Ayn Rand and the Christian Right

Ayn Rand and the Christian Right

Politico announced it last month: “Ayn Rand is having a mainstream moment.” The fountainhead of Objectivism, the philosophy that holds man as an heroic being and values life as an end in itself, died in 1982 but two recent biographies, rumors of an Atlas Shrugged film adaption and her embrace by the popular right have reinvigorated interest in Ayn Rand’s work. Reason Magazine summed it up on their December cover: “She’s back!”

As Politico notes, this revived popularity “comes at a time of renewed government intervention in the private sector. [...] It’s an era of big government all too similar to the dystopia described in Atlas Shrugged.” Not surprisingly therefore Congressmen and media personalities that are skeptical of this comeback of big government are more prone than ever to come out as Objectivists.

That is not to say that the right has embraced Rand entirely. Writing for the National Review Peter Wehner, a former Bush Administration official, describes Objectivism as “deeply problematic and morally indefensible.” Rand herself, he believes, was “a nut”. Her small government philosophies have “very little to do with authentic conservatism,” according to Wehner, “at least the kind embodied by Edmund Burke, Adam Smith [...] and James Madison. [...] What Rand was peddling is a brittle, arid, mean, and ultimately hollow philosophy.” Why? Because Rand was an atheist and therefore represented “the antithesis of a humane and proper worldview.”

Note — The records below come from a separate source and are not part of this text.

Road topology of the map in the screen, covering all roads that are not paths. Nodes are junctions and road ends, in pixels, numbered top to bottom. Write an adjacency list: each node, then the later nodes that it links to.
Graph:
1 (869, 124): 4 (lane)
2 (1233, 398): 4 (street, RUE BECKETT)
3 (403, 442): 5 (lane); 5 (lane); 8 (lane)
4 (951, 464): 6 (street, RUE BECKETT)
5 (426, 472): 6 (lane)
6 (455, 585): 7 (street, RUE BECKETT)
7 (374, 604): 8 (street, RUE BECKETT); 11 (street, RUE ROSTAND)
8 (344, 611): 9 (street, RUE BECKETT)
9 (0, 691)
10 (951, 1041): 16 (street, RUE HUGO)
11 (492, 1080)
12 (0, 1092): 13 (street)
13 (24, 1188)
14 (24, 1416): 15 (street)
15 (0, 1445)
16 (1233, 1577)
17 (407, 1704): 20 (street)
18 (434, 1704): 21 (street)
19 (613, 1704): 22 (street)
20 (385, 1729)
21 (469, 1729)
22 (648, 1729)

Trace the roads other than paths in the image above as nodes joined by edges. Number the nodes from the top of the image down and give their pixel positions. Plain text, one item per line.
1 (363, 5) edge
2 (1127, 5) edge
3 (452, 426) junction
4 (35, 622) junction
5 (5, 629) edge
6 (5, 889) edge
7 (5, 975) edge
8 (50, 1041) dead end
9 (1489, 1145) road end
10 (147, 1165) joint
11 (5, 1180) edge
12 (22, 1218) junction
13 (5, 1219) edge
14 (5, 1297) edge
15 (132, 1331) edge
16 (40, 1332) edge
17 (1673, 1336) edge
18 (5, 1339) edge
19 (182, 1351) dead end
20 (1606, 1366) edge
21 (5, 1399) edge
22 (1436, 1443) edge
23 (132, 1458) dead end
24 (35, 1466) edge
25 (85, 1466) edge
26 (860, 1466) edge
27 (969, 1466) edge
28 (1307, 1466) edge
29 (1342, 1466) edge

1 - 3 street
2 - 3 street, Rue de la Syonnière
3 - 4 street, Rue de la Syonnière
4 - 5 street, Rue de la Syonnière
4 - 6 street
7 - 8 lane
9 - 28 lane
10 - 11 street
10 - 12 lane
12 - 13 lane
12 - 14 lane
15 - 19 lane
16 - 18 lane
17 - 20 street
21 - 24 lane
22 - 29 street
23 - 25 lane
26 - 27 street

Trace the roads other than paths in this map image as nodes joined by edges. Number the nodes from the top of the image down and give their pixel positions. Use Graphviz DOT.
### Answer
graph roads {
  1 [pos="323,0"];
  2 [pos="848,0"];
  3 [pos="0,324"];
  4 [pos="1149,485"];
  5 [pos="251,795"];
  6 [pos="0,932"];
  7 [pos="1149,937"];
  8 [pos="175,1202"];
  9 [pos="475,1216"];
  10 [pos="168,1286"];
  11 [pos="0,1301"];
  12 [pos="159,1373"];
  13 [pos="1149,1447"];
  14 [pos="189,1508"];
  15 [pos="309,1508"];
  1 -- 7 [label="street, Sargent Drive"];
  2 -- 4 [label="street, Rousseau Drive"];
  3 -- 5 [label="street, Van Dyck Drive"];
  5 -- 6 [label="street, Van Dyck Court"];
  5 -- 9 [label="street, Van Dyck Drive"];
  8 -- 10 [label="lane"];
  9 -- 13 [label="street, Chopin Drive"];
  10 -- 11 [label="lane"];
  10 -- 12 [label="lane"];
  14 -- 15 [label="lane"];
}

Bill Greeley, a blogger at the New Clarion is not impressed. “Authentic conservatism was the first enemy of capitalism,” he counters. Wehner has not to fear Ayn Rand so much—”it’s capitalism, human nature and ultimately the facts of reality” that are religion’s foremost enemies.

The Christian Science Monitor is rather more pragmatic in its assessment of Rand’s newfound popularity and gives the floor to Jennifer Burns, author of Goddess of the Market: Ayn Rand and the American Right (2009). “Though she’s not religious,” writes Burns, “Rand brings a strong sense of good and evil to the debates over economic policy.” The Christian Right, she opines, “is being swept to the side by the rush of events.” That might be overly optimistic though considering how brain-dead the GOP has become in recent years, it wouldn’t be a bad development at all.

About the Author

Nick Ottens
Nick Ottens is an undergraduate at Leiden University, the Netherlands with a BA in History. He is especially interested in the later period of European imperialism and wrote his thesis on the causes of the First Anglo-Afghan War. He sympathizes with classical liberalism and blogs about politics and economics at Free Market Fundamentalist.